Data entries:
--- START ---

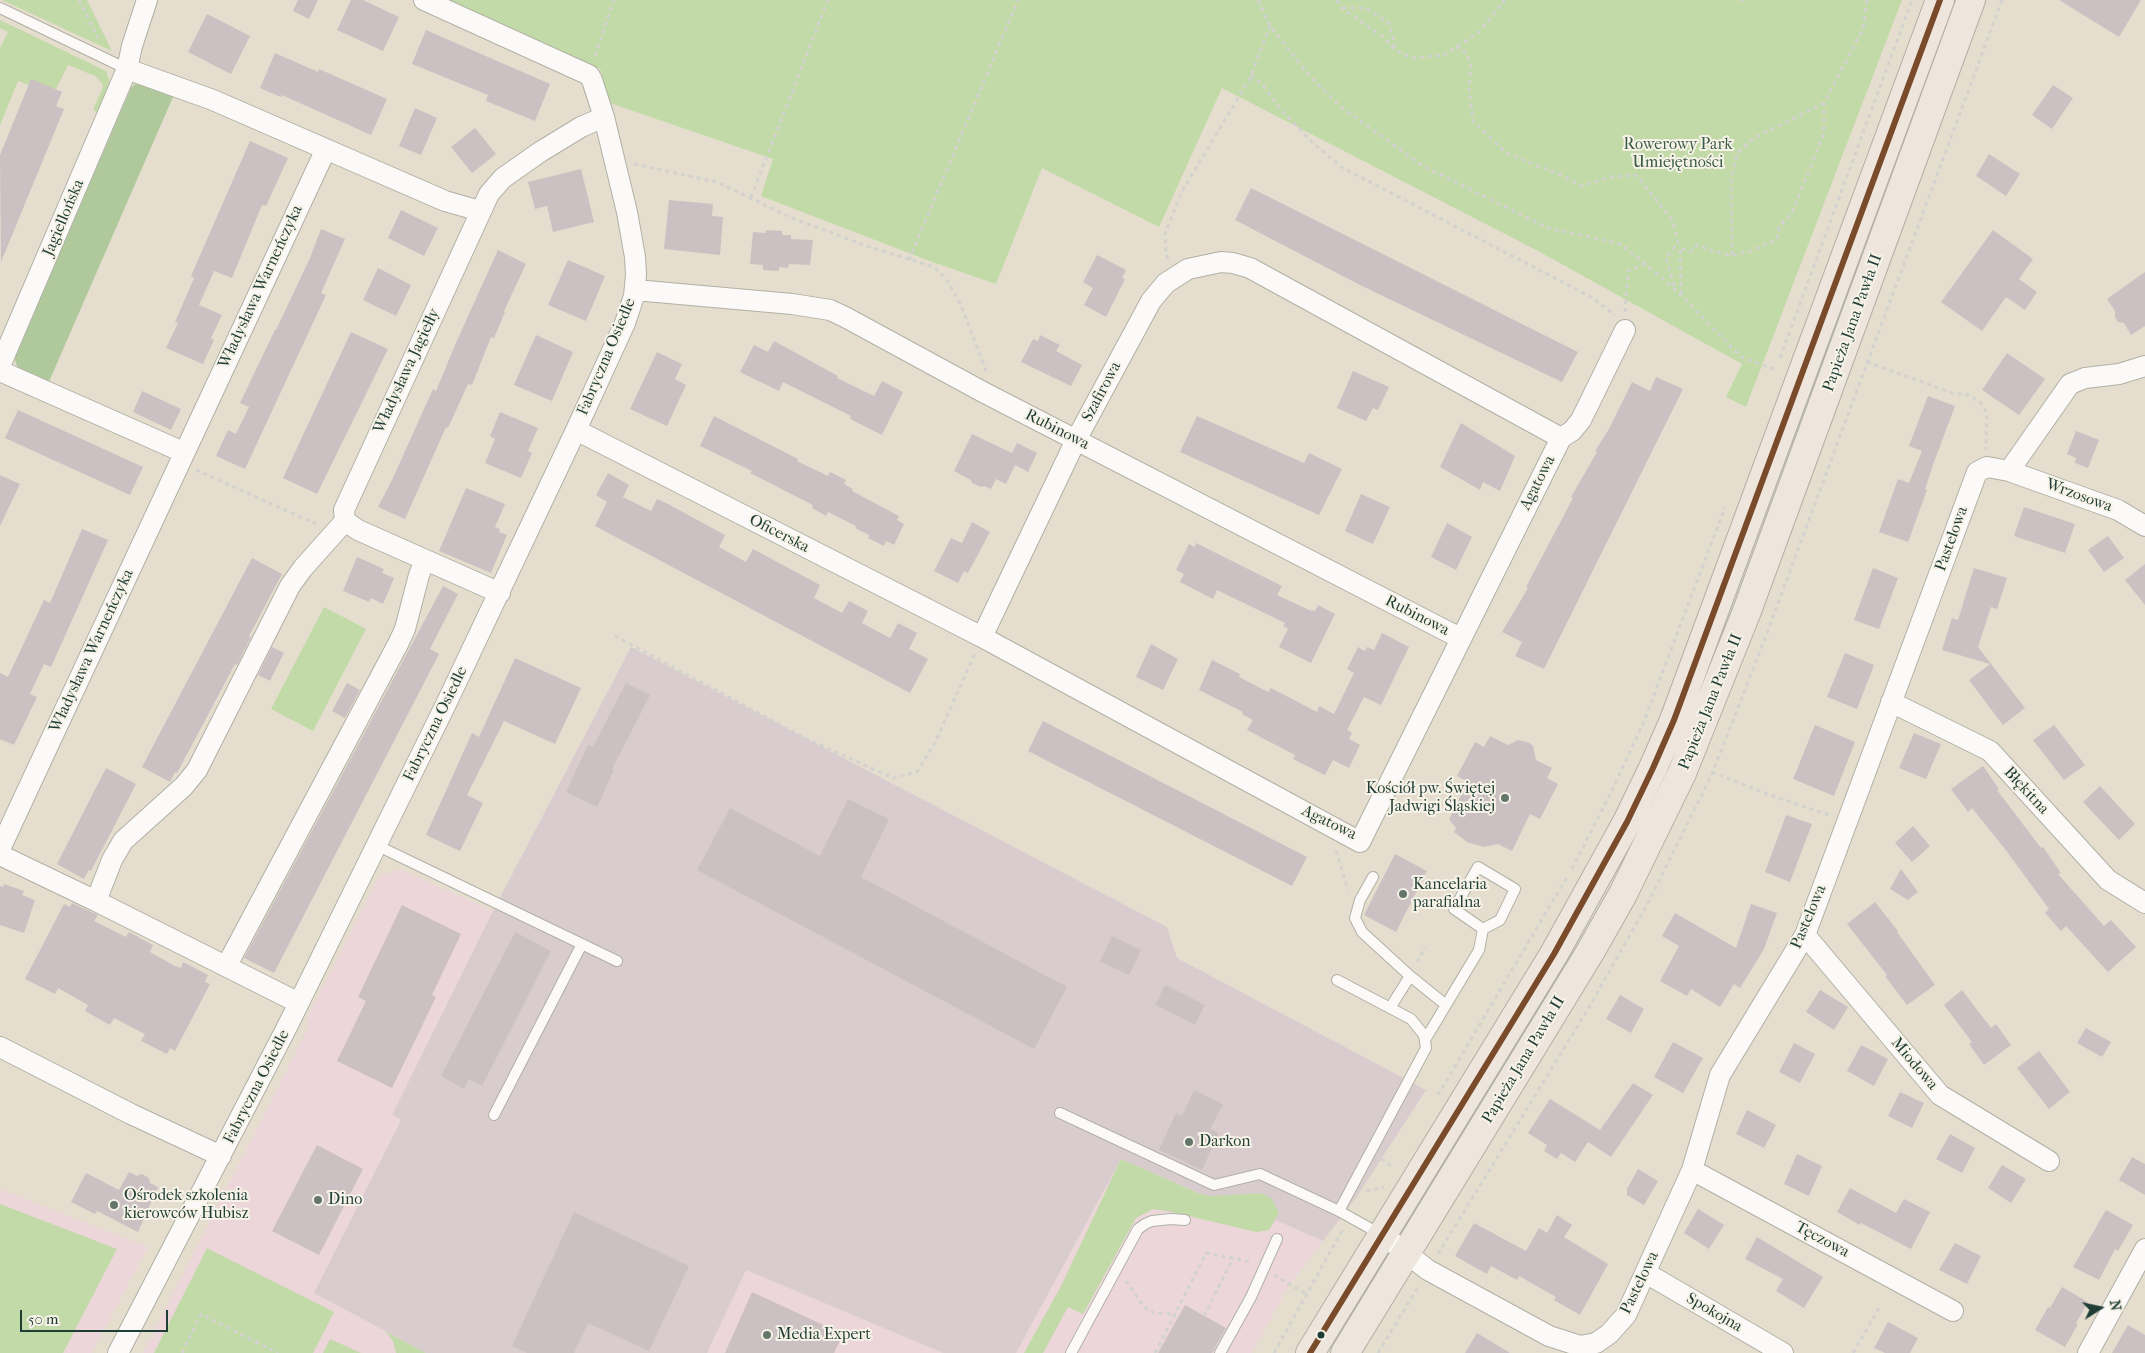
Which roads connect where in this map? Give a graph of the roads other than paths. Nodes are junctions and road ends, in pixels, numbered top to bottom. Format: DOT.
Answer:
graph roads {
  1 [pos="147,0"];
  2 [pos="424,0"];
  3 [pos="1940,0"];
  4 [pos="1971,0"];
  5 [pos="0,8"];
  6 [pos="118,65"];
  7 [pos="604,117"];
  8 [pos="326,149"];
  9 [pos="480,211"];
  10 [pos="1182,272"];
  11 [pos="635,290"];
  12 [pos="1625,330"];
  13 [pos="0,366"];
  14 [pos="2145,366"];
  15 [pos="0,371"];
  16 [pos="576,430"];
  17 [pos="1561,438"];
  18 [pos="1076,440"];
  19 [pos="183,452"];
  20 [pos="2009,472"];
  21 [pos="2145,526"];
  22 [pos="340,527"];
  23 [pos="425,560"];
  24 [pos="500,593"];
  25 [pos="982,637"];
  26 [pos="1460,638"];
  27 [pos="1891,702"];
  28 [pos="376,845"];
  29 [pos="0,849"];
  30 [pos="0,855"];
  31 [pos="1373,878"];
  32 [pos="96,900"];
  33 [pos="2145,902"];
  34 [pos="1483,929"];
  35 [pos="1805,935"];
  36 [pos="582,944"];
  37 [pos="616,961"];
  38 [pos="227,965"];
  39 [pos="1410,976"];
  40 [pos="1337,980"];
  41 [pos="299,1003"];
  42 [pos="1446,1005"];
  43 [pos="1390,1008"];
  44 [pos="1425,1040"];
  45 [pos="0,1047"];
  46 [pos="1060,1113"];
  47 [pos="494,1115"];
  48 [pos="221,1156"];
  49 [pos="2050,1161"];
  50 [pos="1692,1170"];
  51 [pos="1339,1211"];
  52 [pos="1185,1220"];
  53 [pos="1383,1235"];
  54 [pos="1277,1239"];
  55 [pos="2145,1249"];
  56 [pos="1406,1252"];
  57 [pos="1646,1273"];
  58 [pos="1953,1311"];
  59 [pos="118,1353"];
  60 [pos="1070,1353"];
  61 [pos="1220,1353"];
  62 [pos="1310,1353"];
  63 [pos="1345,1353"];
  64 [pos="1783,1353"];
  65 [pos="2088,1353"];
  1 -- 6 [label="street, Jagiellońska"];
  2 -- 7 [label="street, Fabryczna Osiedle"];
  3 -- 53 [label="main road, Papieża Jana Pawła II"];
  4 -- 56 [label="main road, Papieża Jana Pawła II"];
  5 -- 6 [label="lane"];
  6 -- 8 [label="street"];
  6 -- 13 [label="street, Jagiellońska"];
  7 -- 9 [label="street, Władysława Jagiełły"];
  7 -- 11 [label="street, Fabryczna Osiedle"];
  8 -- 9 [label="street"];
  8 -- 19 [label="street, Władysława Warneńczyka"];
  9 -- 22 [label="street, Władysława Jagiełły"];
  10 -- 17 [label="street, Agatowa"];
  10 -- 18 [label="street, Szafirowa"];
  11 -- 16 [label="street, Fabryczna Osiedle"];
  11 -- 18 [label="street, Rubinowa"];
  12 -- 17 [label="street, Agatowa"];
  14 -- 20 [label="street"];
  15 -- 19 [label="street"];
  16 -- 24 [label="street, Fabryczna Osiedle"];
  16 -- 25 [label="street, Oficerska"];
  17 -- 26 [label="street, Agatowa"];
  18 -- 25 [label="street, Szafirowa"];
  18 -- 26 [label="street, Rubinowa"];
  19 -- 29 [label="street, Władysława Warneńczyka"];
  20 -- 21 [label="street, Wrzosowa"];
  20 -- 27 [label="street, Pastelowa"];
  22 -- 23 [label="street"];
  22 -- 32 [label="street"];
  23 -- 24 [label="street"];
  23 -- 38 [label="street"];
  24 -- 28 [label="street, Fabryczna Osiedle"];
  25 -- 26 [label="street, Agatowa"];
  27 -- 33 [label="street, Błękitna"];
  27 -- 35 [label="street, Pastelowa"];
  28 -- 36 [label="lane"];
  28 -- 41 [label="street, Fabryczna Osiedle"];
  30 -- 32 [label="street"];
  31 -- 39 [label="lane"];
  32 -- 38 [label="street"];
  34 -- 34 [label="lane"];
  34 -- 42 [label="lane"];
  35 -- 49 [label="street, Miodowa"];
  35 -- 50 [label="street, Pastelowa"];
  36 -- 37 [label="lane"];
  36 -- 47 [label="lane"];
  38 -- 41 [label="street"];
  39 -- 42 [label="lane"];
  39 -- 43 [label="lane"];
  40 -- 43 [label="lane"];
  41 -- 48 [label="street, Fabryczna Osiedle"];
  42 -- 44 [label="lane"];
  43 -- 44 [label="lane"];
  44 -- 51 [label="lane"];
  45 -- 48 [label="street"];
  46 -- 51 [label="lane"];
  48 -- 59 [label="street, Fabryczna Osiedle"];
  50 -- 57 [label="street, Pastelowa"];
  50 -- 58 [label="street, Tęczowa"];
  51 -- 53 [label="lane"];
  52 -- 60 [label="lane"];
  53 -- 56 [label="street, Pastelowa"];
  53 -- 62 [label="main road, Papieża Jana Pawła II"];
  54 -- 61 [label="lane"];
  55 -- 65 [label="street"];
  56 -- 57 [label="street, Pastelowa"];
  56 -- 63 [label="main road, Papieża Jana Pawła II"];
  57 -- 64 [label="street, Spokojna"];
}
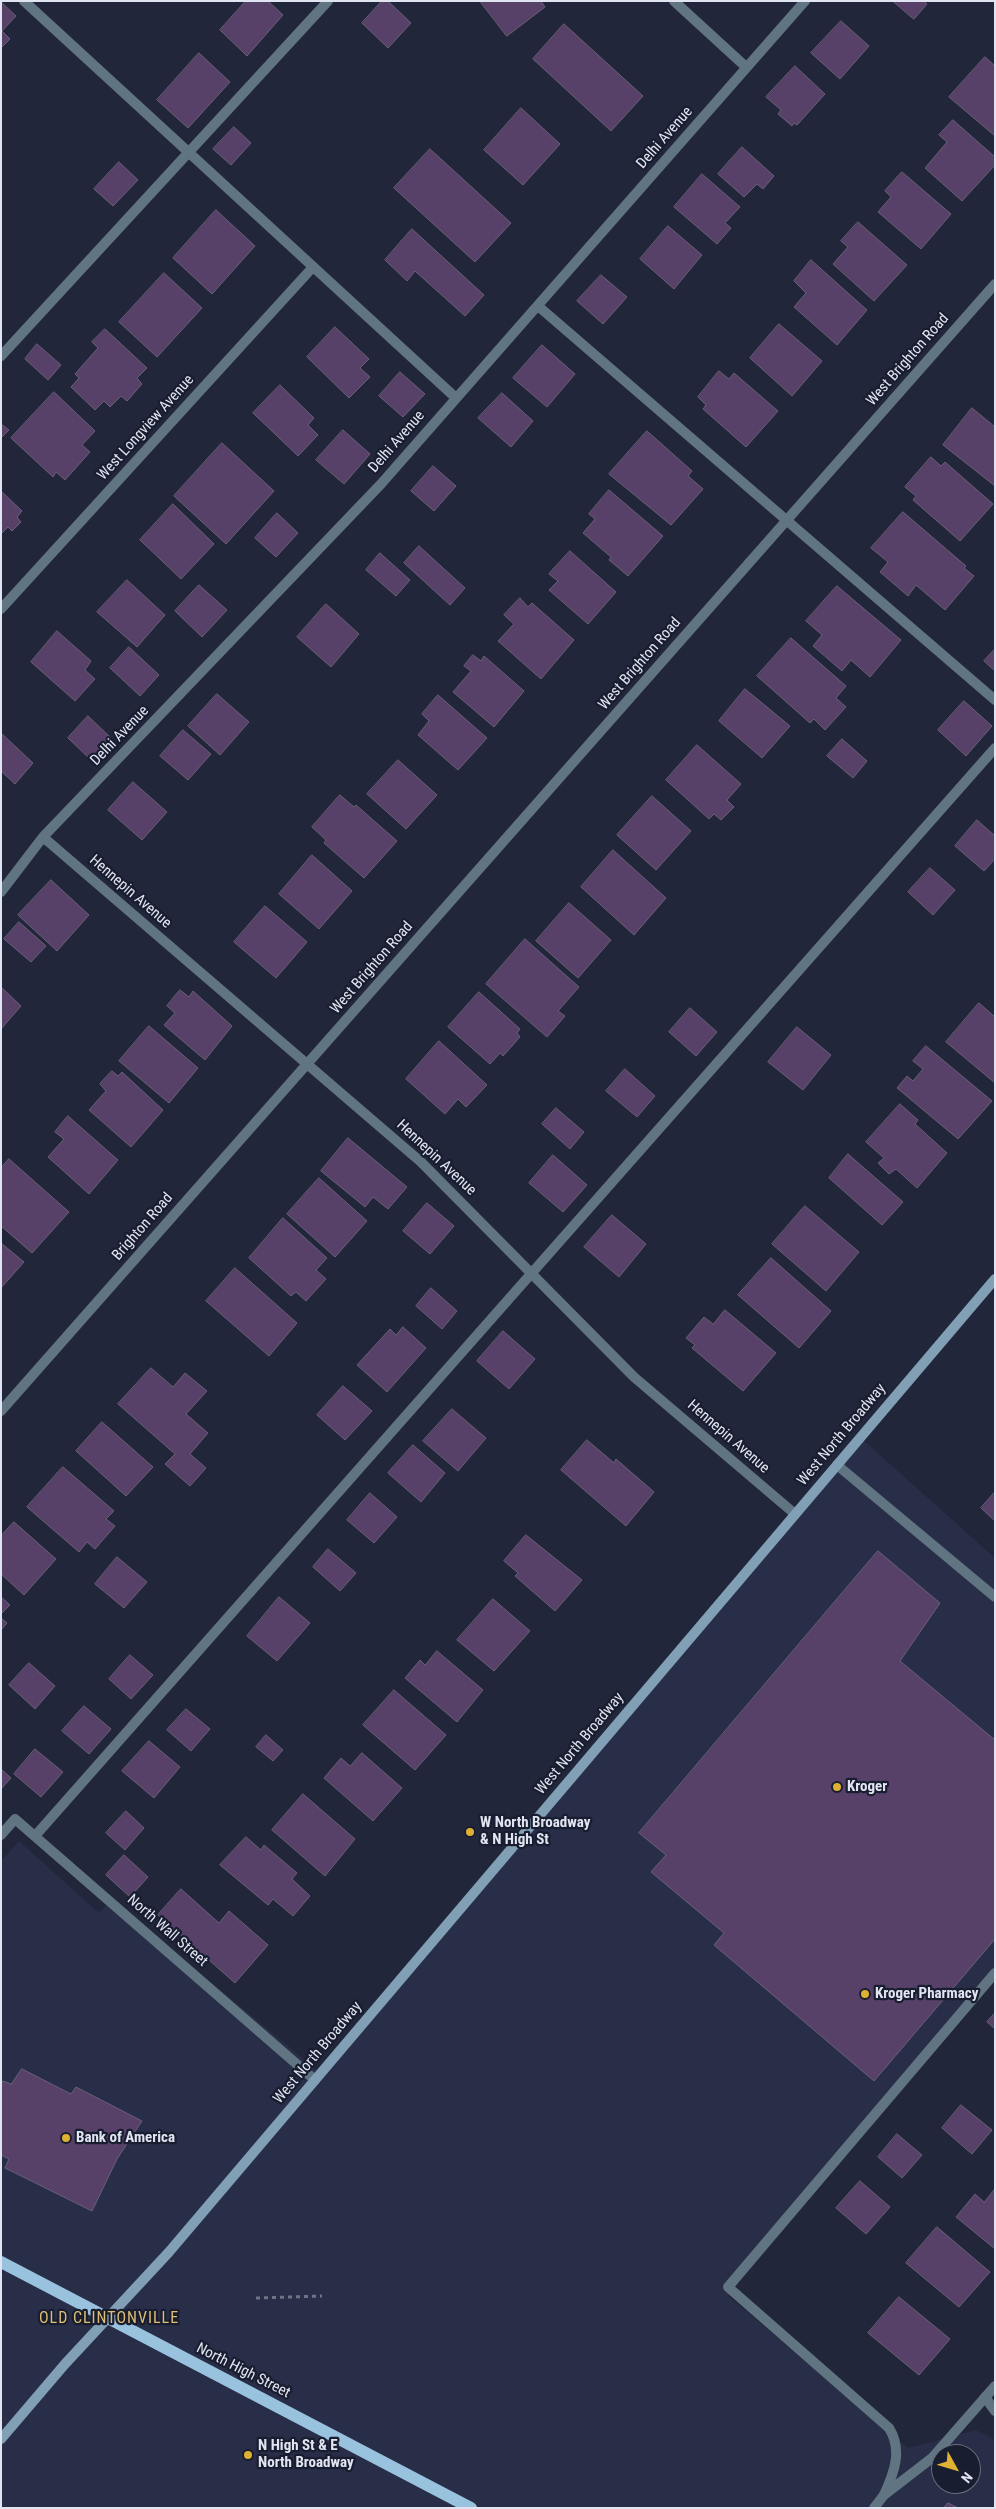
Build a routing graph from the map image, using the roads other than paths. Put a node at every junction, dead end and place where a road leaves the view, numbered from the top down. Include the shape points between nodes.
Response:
1 (24, 1) edge
2 (328, 1) edge
3 (674, 1) edge
4 (805, 1) edge
5 (746, 67) junction
6 (189, 152) junction
7 (313, 267) junction
8 (995, 284) edge
9 (538, 306) junction
10 (1, 356) edge
11 (456, 398) junction
12 (786, 520) junction
13 (1, 609) edge
14 (995, 700) edge
15 (995, 748) edge
16 (44, 837) junction
17 (1, 892) edge
18 (307, 1064) junction
19 (532, 1273) junction
20 (995, 1279) edge
21 (1, 1411) edge
22 (837, 1465) junction
23 (795, 1514) junction
24 (995, 1597) edge
25 (1, 1834) edge
26 (35, 1836) junction
27 (995, 1973) edge
28 (315, 2080) junction
29 (1, 2262) edge
30 (109, 2318) junction
31 (995, 2386) edge
32 (985, 2397) junction
33 (995, 2411) edge
34 (1, 2439) edge
35 (884, 2495) junction
36 (471, 2508) edge
37 (874, 2508) edge

1 - 6 street
2 - 6 street
3 - 5 street
4 - 5 street, Delhi Avenue
5 - 9 street, Delhi Avenue
6 - 7 street
6 - 10 street
7 - 11 street
7 - 13 street, West Longview Avenue
8 - 12 street, West Brighton Road
9 - 11 street, Delhi Avenue
9 - 12 street
11 - 16 street, Delhi Avenue via 381,484
12 - 14 street
12 - 18 street, West Brighton Road
15 - 19 street
16 - 17 street, Delhi Avenue
16 - 18 street, Hennepin Avenue
18 - 19 street, Hennepin Avenue via 421,1162
18 - 21 street, Brighton Road
19 - 23 street, Hennepin Avenue via 634,1376
19 - 26 street
20 - 22 main road, West North Broadway
22 - 23 main road, West North Broadway
22 - 24 street
23 - 28 main road, West North Broadway
25 - 26 street, North Wall Street via 15,1819
26 - 28 street, North Wall Street
27 - 35 street via 728,2287 889,2428 897,2451 895,2467
28 - 30 main road, West North Broadway
29 - 30 main road, North High Street
30 - 34 main road, West North Broadway
30 - 36 main road, North High Street
31 - 32 street
32 - 33 street
32 - 35 street via 932,2458
35 - 37 street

--- END ---

TASK DETAILS = Count the lines above that contain the word "Jagiellońska", and reply with only that number.

EXERCISE SOLUTION = 2